March 6, 2007 By jennifer

I had lunch last week with Rick Ness, President Director of Newmont Mining in Indonesia, and his son Eric. They were in Australia very briefly and took time to visit us at the IPA when I was in Melbourne.

Journalist Mark Hawthorne from The Age was there and wrote about it the next day with comment that:

“A SMALL group gathered at the Institute of Public Affairs office in Collins Street yesterday to hear the tale of woe of former Newmont executive Richard Ness.

The mining boss is being tried in Indonesia for alleged arsenic and mercury pollution at a mining operation at beautiful Buyat Bay, home of a fishing village and a popular scuba diving spot.

“Government cracks down on polluting miner” made plenty of headlines around the world, but the only problem for green groups and the non-government organisations (NGOs) behind the investigation into the mine is that all the evidence now seems to clear Ness and Newmont of any criminal pollution and, indeed, has revealed a high-level conspiracy to incriminate Ness with falsified evidence…

“Ness’ best advice was to fight fire with fire — especially when tainted evidence was presented by NGOs showing how mercury had “polluted” the food chain. “We went though the data and found they had assumed the average family of two adults and two children under 15 kilograms eats 77 cans of tuna per day,” Ness said.
“I turned up to court and put 77 cans of tuna on the table in front of me. That made my point.” [end of quote]

Eric had visited, and dived, at Buyat Bay just before coming to Australia and describes the experience in a recent blog post:

“It’s actually hard to describe how great the diving is in Buyat, which was one of the first things we did. I’ve been diving since I was about 14 years old and I’ve been fortunate enough to dive in Australia’s Great Barrier Reef, Thailand, the U.S. and a number of different areas throughout Indonesia and I can unequivocally say that Buyat Bay has the best diving I have ever seen. It’s no surprise that Jerry and the North Sulawesi Tourism Office has recently put out a dive book to promote the area as a dive destination. Read the rest of the blog here:
http://www.richardness.org

You’ve seen Rick on a motor bike, remember this blog post: http://www.jennifermarohasy.com/blog/archives/001697.html

Well, here he is underwater:

diving Buyat feb07 RN blog.JPG
Rick Ness diving at Buyat Bay, February 2007

Filed Under: Uncategorized Tagged With: People

Reader Interactions

Comments

  1. Schiller Thurkettle says

    March 7, 2007 at 10:17 am

    Eating that much tuna would kill hundreds of dolphins and reduce the IQ of Mr. Ness’ children. I learned all about that sort of thing from environment defenders. They have research staff and things. Even Greenpeace has researchers. Someone told me that Greenpeace even bought some test tubes and petri dishes once.

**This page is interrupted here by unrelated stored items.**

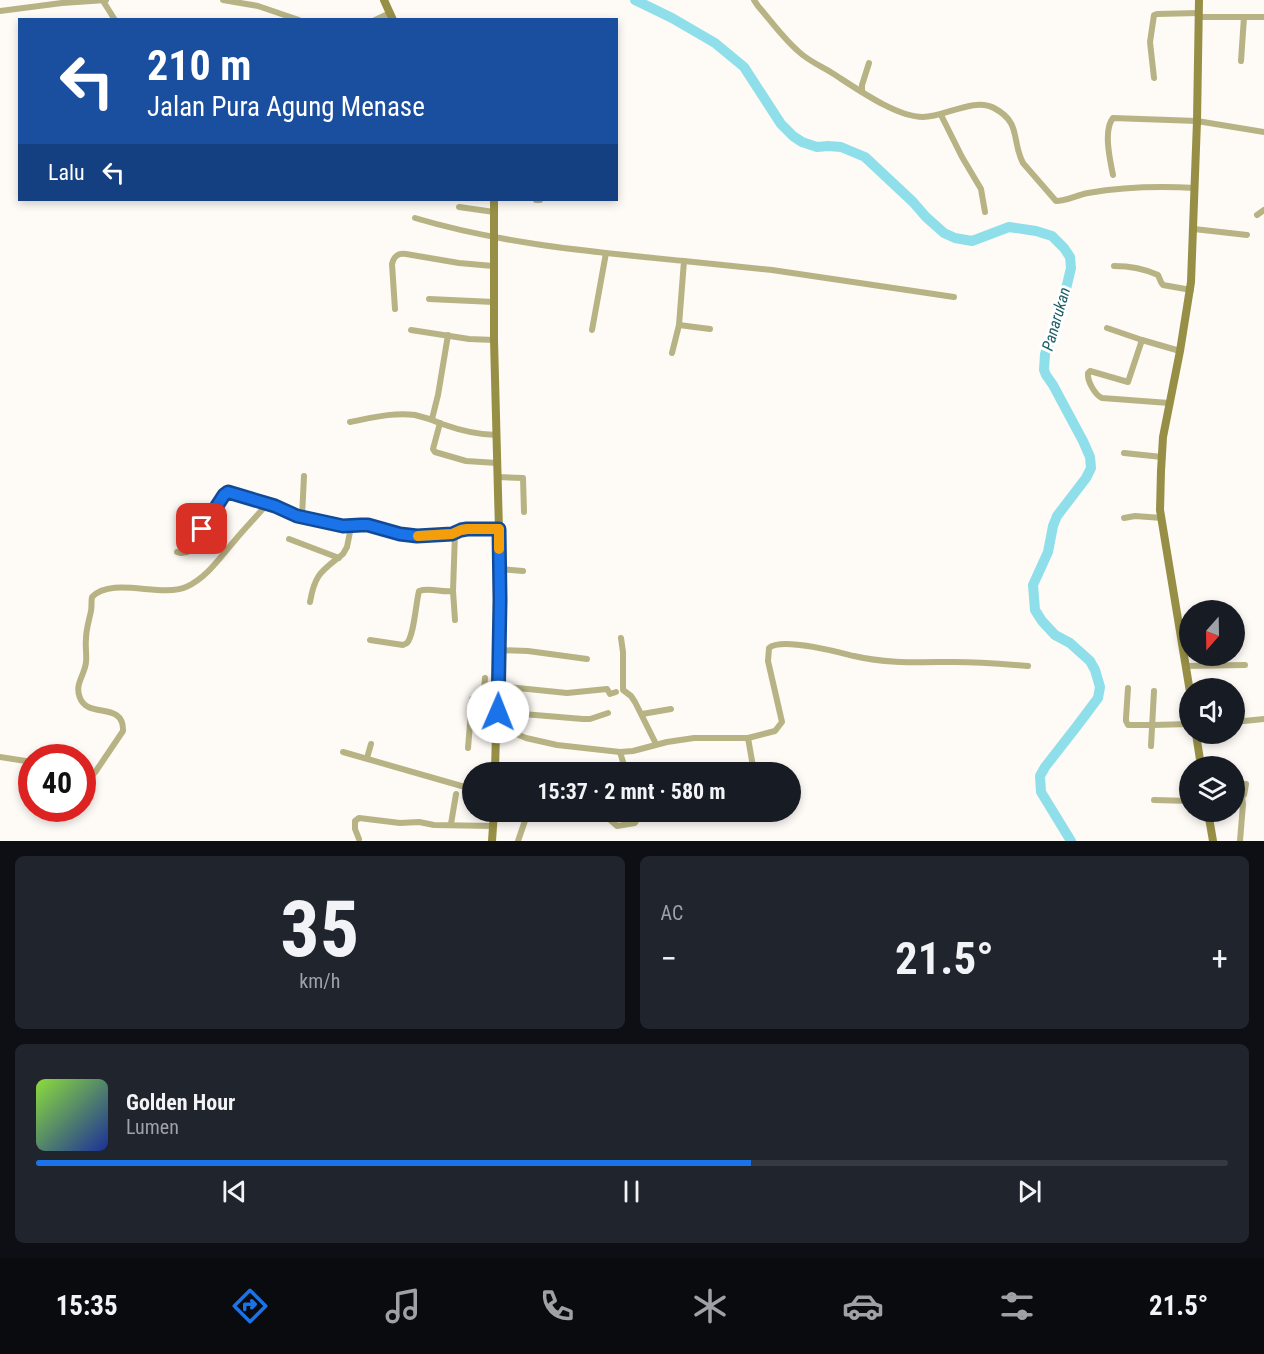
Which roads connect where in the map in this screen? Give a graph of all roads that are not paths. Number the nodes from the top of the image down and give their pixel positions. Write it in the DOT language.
graph roads {
  1 [pos="223,0"];
  2 [pos="384,0"];
  3 [pos="754,0"];
  4 [pos="1199,0"];
  5 [pos="105,1"];
  6 [pos="0,11"];
  7 [pos="1199,15"];
  8 [pos="392,16"];
  9 [pos="1244,17"];
  10 [pos="1264,17"];
  11 [pos="114,18"];
  12 [pos="293,18"];
  13 [pos="1241,61"];
  14 [pos="868,63"];
  15 [pos="1155,78"];
  16 [pos="862,92"];
  17 [pos="941,115"];
  18 [pos="1197,121"];
  19 [pos="1264,132"];
  20 [pos="1113,175"];
  21 [pos="1195,188"];
  22 [pos="494,201"];
  23 [pos="459,207"];
  24 [pos="1264,210"];
  25 [pos="494,212"];
  26 [pos="985,212"];
  27 [pos="1257,216"];
  28 [pos="415,218"];
  29 [pos="1194,229"];
  30 [pos="1247,235"];
  31 [pos="494,236"];
  32 [pos="606,253"];
  33 [pos="684,261"];
  34 [pos="493,266"];
  35 [pos="1114,266"];
  36 [pos="1191,290"];
  37 [pos="954,297"];
  38 [pos="429,299"];
  39 [pos="494,302"];
  40 [pos="395,309"];
  41 [pos="679,326"];
  42 [pos="1107,328"];
  43 [pos="710,329"];
  44 [pos="411,330"];
  45 [pos="592,330"];
  46 [pos="448,335"];
  47 [pos="494,340"];
  48 [pos="1142,340"];
  49 [pos="1180,351"];
  50 [pos="672,353"];
  51 [pos="1169,403"];
  52 [pos="432,419"];
  53 [pos="350,422"];
  54 [pos="441,423"];
  55 [pos="496,435"];
  56 [pos="1124,453"];
  57 [pos="1162,457"];
  58 [pos="497,463"];
  59 [pos="304,476"];
  60 [pos="498,477"];
  61 [pos="267,504"];
  62 [pos="524,512"];
  63 [pos="302,516"];
  64 [pos="1124,518"];
  65 [pos="1162,518"];
  66 [pos="351,526"];
  67 [pos="499,529"];
  68 [pos="455,533"];
  69 [pos="289,539"];
  70 [pos="177,552"];
  71 [pos="339,558"];
  72 [pos="500,569"];
  73 [pos="523,571"];
  74 [pos="453,591"];
  75 [pos="310,602"];
  76 [pos="455,620"];
  77 [pos="1179,627"];
  78 [pos="621,639"];
  79 [pos="370,640"];
  80 [pos="498,650"];
  81 [pos="587,659"];
  82 [pos="1028,666"];
  83 [pos="1185,666"];
  84 [pos="485,678"];
  85 [pos="1187,678"];
  86 [pos="498,686"];
  87 [pos="1128,688"];
  88 [pos="1154,691"];
  89 [pos="616,692"];
  90 [pos="483,701"];
  91 [pos="498,707"];
  92 [pos="671,709"];
  93 [pos="609,713"];
  94 [pos="642,714"];
  95 [pos="1264,719"];
  96 [pos="1245,721"];
  97 [pos="1179,724"];
  98 [pos="1153,725"];
  99 [pos="497,729"];
  100 [pos="748,738"];
  101 [pos="371,744"];
  102 [pos="656,744"];
  103 [pos="1151,746"];
  104 [pos="468,748"];
  105 [pos="343,752"];
  106 [pos="620,753"];
  107 [pos="0,757"];
  108 [pos="367,758"];
  109 [pos="18,760"];
  110 [pos="495,762"];
  111 [pos="623,762"];
  112 [pos="752,762"];
  113 [pos="96,771"];
  114 [pos="1246,784"];
  115 [pos="462,786"];
  116 [pos="456,794"];
  117 [pos="1245,794"];
  118 [pos="1154,800"];
  119 [pos="1179,801"];
  120 [pos="493,822"];
  121 [pos="525,822"];
  122 [pos="613,822"];
  123 [pos="636,822"];
  124 [pos="1210,822"];
  125 [pos="1242,822"];
  126 [pos="451,824"];
  127 [pos="493,826"];
  128 [pos="358,839"];
  129 [pos="492,841"];
  130 [pos="518,841"];
  131 [pos="1213,841"];
  132 [pos="1240,841"];
  1 -- 12 [label="street"];
  2 -- 8 [label="street"];
  3 -- 16 [label="street"];
  4 -- 7 [label="street"];
  5 -- 6 [label="street"];
  5 -- 11 [label="street"];
  7 -- 9 [label="street"];
  7 -- 15 [label="street"];
  7 -- 18 [label="street"];
  9 -- 10 [label="street"];
  9 -- 13 [label="street"];
  14 -- 16 [label="street"];
  16 -- 17 [label="street"];
  17 -- 21 [label="street"];
  17 -- 26 [label="street"];
  18 -- 19 [label="street"];
  18 -- 20 [label="street"];
  18 -- 21 [label="street"];
  21 -- 29 [label="street"];
  22 -- 25 [label="street"];
  23 -- 25 [label="street"];
  24 -- 27 [label="street"];
  25 -- 31 [label="street"];
  28 -- 31 [label="street"];
  29 -- 30 [label="street"];
  29 -- 36 [label="street"];
  31 -- 32 [label="street"];
  31 -- 34 [label="street"];
  32 -- 33 [label="street"];
  32 -- 45 [label="street"];
  33 -- 37 [label="street"];
  33 -- 41 [label="street"];
  34 -- 39 [label="street"];
  34 -- 40 [label="street"];
  35 -- 36 [label="street"];
  36 -- 49 [label="street"];
  38 -- 39 [label="street"];
  39 -- 47 [label="street"];
  41 -- 43 [label="street"];
  41 -- 50 [label="street"];
  42 -- 48 [label="street"];
  44 -- 46 [label="street"];
  46 -- 47 [label="street"];
  46 -- 52 [label="street"];
  47 -- 55 [label="street"];
  48 -- 49 [label="street"];
  48 -- 51 [label="street"];
  49 -- 51 [label="street"];
  51 -- 57 [label="street"];
  52 -- 53 [label="street"];
  52 -- 54 [label="street"];
  54 -- 55 [label="street"];
  54 -- 58 [label="street"];
  55 -- 58 [label="street"];
  56 -- 57 [label="street"];
  57 -- 65 [label="street"];
  58 -- 60 [label="street"];
  59 -- 63 [label="street"];
  60 -- 62 [label="street"];
  60 -- 67 [label="street"];
  61 -- 63 [label="street"];
  61 -- 70 [label="street"];
  61 -- 113 [label="street"];
  63 -- 66 [label="street"];
  64 -- 65 [label="street"];
  65 -- 77 [label="street"];
  66 -- 68 [label="street"];
  66 -- 71 [label="street"];
  67 -- 68 [label="street"];
  67 -- 72 [label="street"];
  68 -- 74 [label="street"];
  69 -- 71 [label="street"];
  71 -- 75 [label="street"];
  72 -- 73 [label="street"];
  72 -- 80 [label="street"];
  74 -- 76 [label="street"];
  74 -- 79 [label="street"];
  78 -- 94 [label="street"];
  80 -- 81 [label="street"];
  80 -- 86 [label="street"];
  82 -- 100 [label="street"];
  83 -- 85 [label="street"];
  84 -- 90 [label="street"];
  86 -- 89 [label="street"];
  86 -- 91 [label="street"];
  87 -- 98 [label="street"];
  88 -- 98 [label="street"];
  90 -- 91 [label="street"];
  90 -- 104 [label="street"];
  91 -- 93 [label="street"];
  91 -- 99 [label="street"];
  92 -- 94 [label="street"];
  94 -- 102 [label="street"];
  95 -- 96 [label="street"];
  97 -- 98 [label="street"];
  98 -- 103 [label="street"];
  99 -- 106 [label="street"];
  99 -- 110 [label="street"];
  100 -- 102 [label="street"];
  100 -- 112 [label="street"];
  101 -- 108 [label="street"];
  102 -- 106 [label="street"];
  105 -- 108 [label="street"];
  106 -- 111 [label="street"];
  107 -- 109 [label="street"];
  108 -- 115 [label="street"];
  114 -- 117 [label="street"];
  116 -- 126 [label="street"];
  118 -- 119 [label="street"];
  120 -- 127 [label="street"];
  121 -- 130 [label="street"];
  122 -- 123 [label="street"];
  124 -- 131 [label="street"];
  125 -- 132 [label="street"];
  126 -- 127 [label="street"];
  126 -- 128 [label="street"];
  127 -- 129 [label="street"];
}
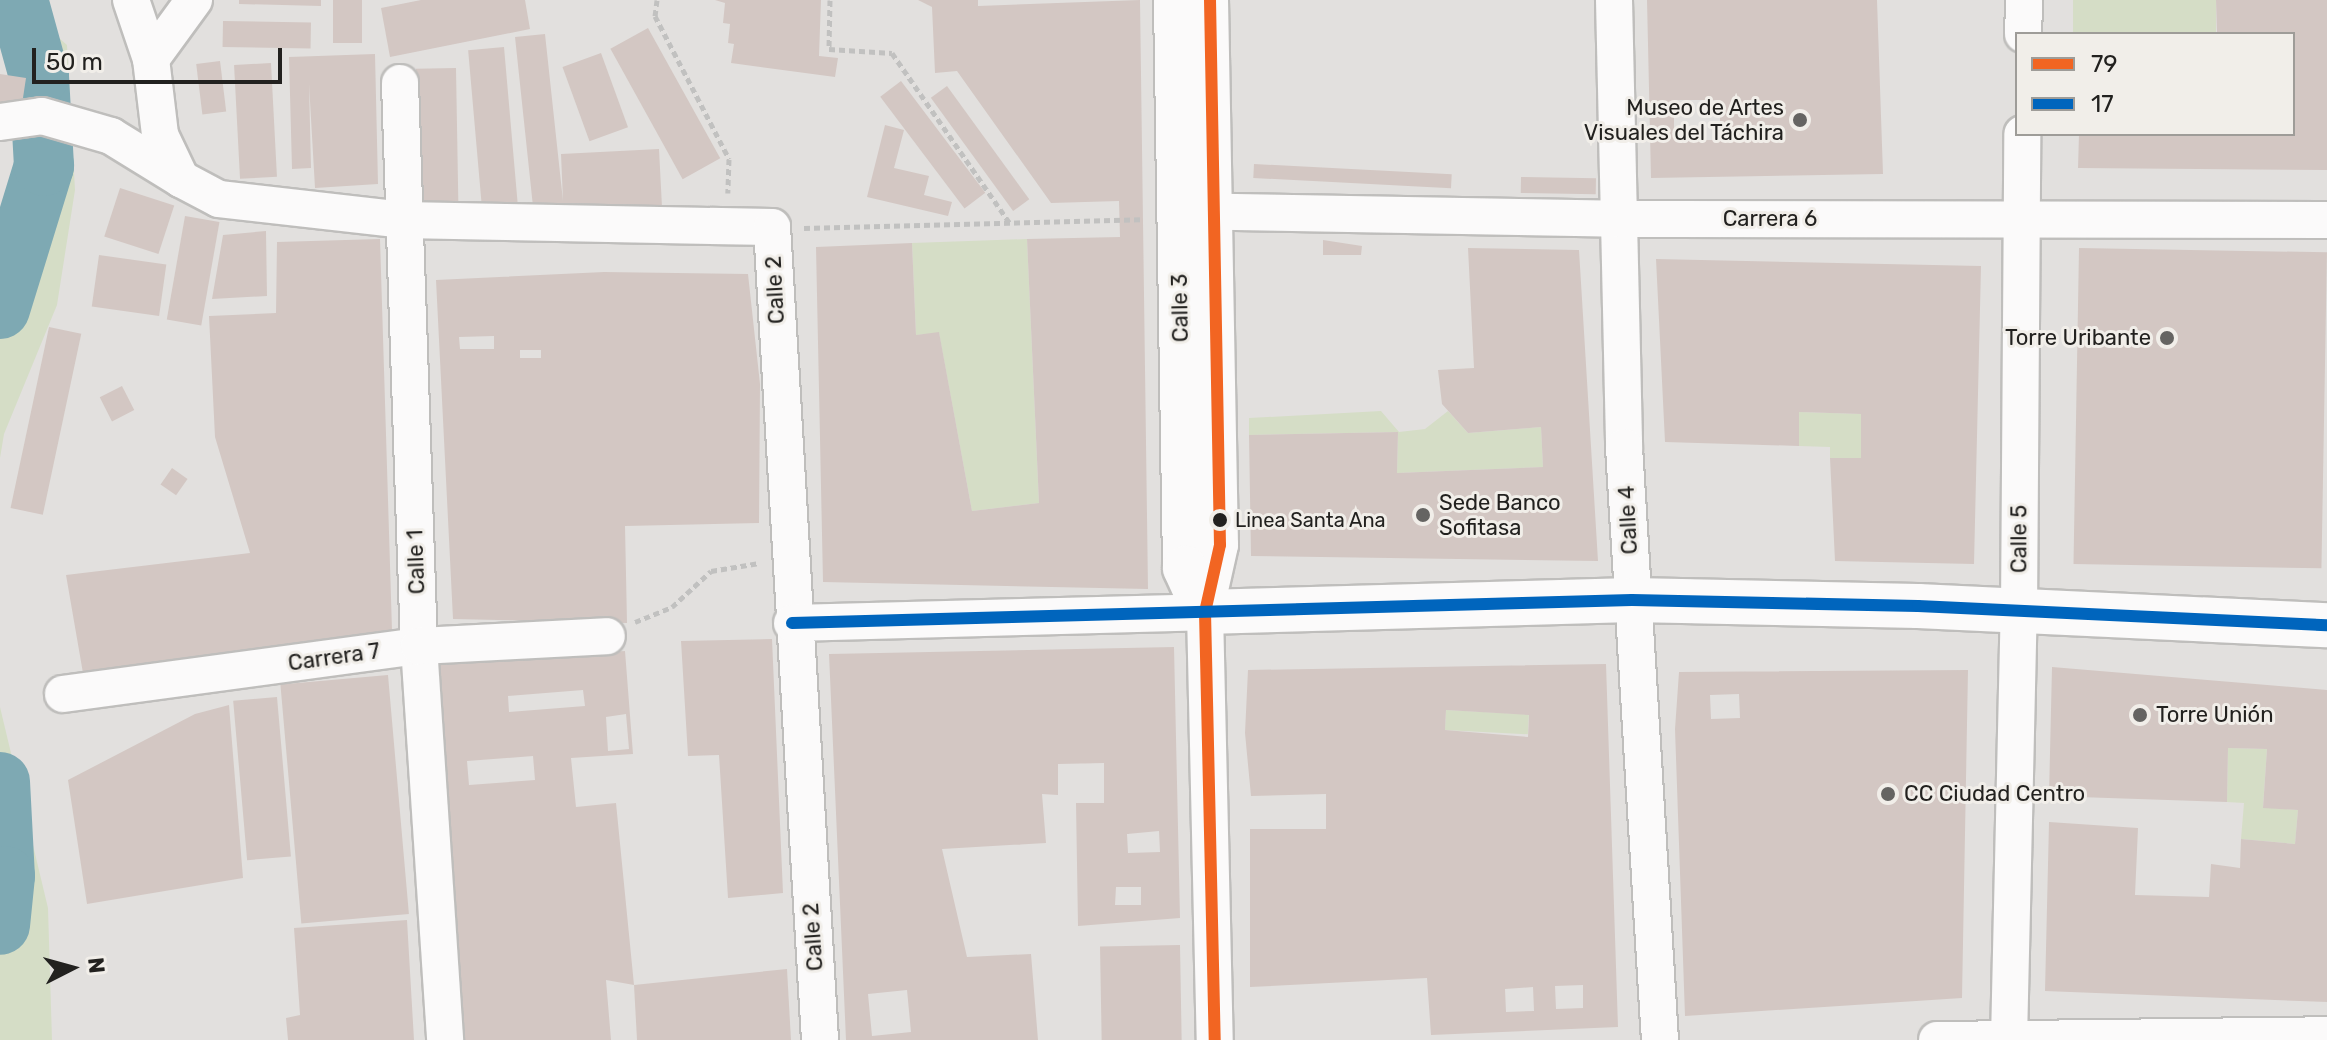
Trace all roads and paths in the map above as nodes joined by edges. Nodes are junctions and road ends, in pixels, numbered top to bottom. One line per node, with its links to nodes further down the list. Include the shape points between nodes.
1 (131, 0): 10 (street)
2 (194, 0): 10 (street)
3 (657, 0): 21 (path, via 655,16 729,159)
4 (830, 0): 20 (path, via 829,49 892,53)
5 (1176, 0): 15 (street, Calle 3)
6 (1210, 0): 15 (street, Calle 3)
7 (1614, 0): 17 (street, Calle 4)
8 (2024, 0): 9 (street)
9 (2023, 32)
10 (151, 59): 14 (street, via 160,135)
11 (400, 83): 18 (street, Calle 1)
12 (6, 121): 14 (street, Calle 2, via 42,116 111,136)
13 (2022, 136): 16 (street, Calle 5)
14 (181, 179): 18 (street, Calle 2, via 219,199)
15 (1179, 214): 17 (street, Carrera 6); 20 (path); 25 (street, Calle 3, via 1185,568)
16 (2020, 218): 17 (street, Carrera 6); 19 (street, Carrera 6); 26 (street, Calle 5)
17 (1618, 219): 24 (street, Calle 4)
18 (403, 220): 21 (street, Calle 2); 30 (street, Calle 1)
19 (2327, 220)
20 (1009, 222): 22 (path)
21 (728, 226): 22 (street, Calle 2)
22 (772, 227): 23 (street, Calle 2)
23 (788, 560): 27 (street, Calle 2); 29 (path, via 711,571 672,607)
24 (1632, 600): 25 (street); 26 (street); 37 (street, Calle 4)
25 (1205, 612): 27 (street); 36 (street, Calle 3)
26 (2019, 612): 28 (street); 33 (street, Calle 5)
27 (792, 623): 35 (street, Calle 2)
28 (2327, 625)
29 (607, 636): 30 (street, Carrera 7)
30 (419, 646): 31 (street, Carrera 7); 34 (street, Calle 1)
31 (63, 694)
32 (2327, 1035): 33 (street)
33 (2009, 1039): 38 (street)
34 (445, 1040)
35 (820, 1040)
36 (1215, 1040)
37 (1660, 1040)
38 (1937, 1040)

  2. Geoff Sherrington says

    March 11, 2007 at 10:04 am

    What did Greenpeace do with the petri dishes and test tubes? Break them into sharp pieces to harm anti-Greenpeace people?

    I am forever amazed by the gullibility of people who see Greenpeace as a positive good. Can any bloggers enlighten us as to individual Greenpeace actions that have produced positive monetary or social gain, and how much?

    Surely Greenpeace overall fail a simple cost:benefit analysis.

    But back to the tuna. When I owned a large lab in the 1970s we did some pioneering work on mercury in people. Among our lab workers there was a good correlation between mercury in hair and length of time spent as a chemist in a lab. One cannot simply take a few spot measurements of alleged contamination and draw log bows about pollution from a mine.

    One again, it’s proper science versus quack science. For the former, one needs actual experience and peer review. For the latter, one needs broken petri dishes and test tubes.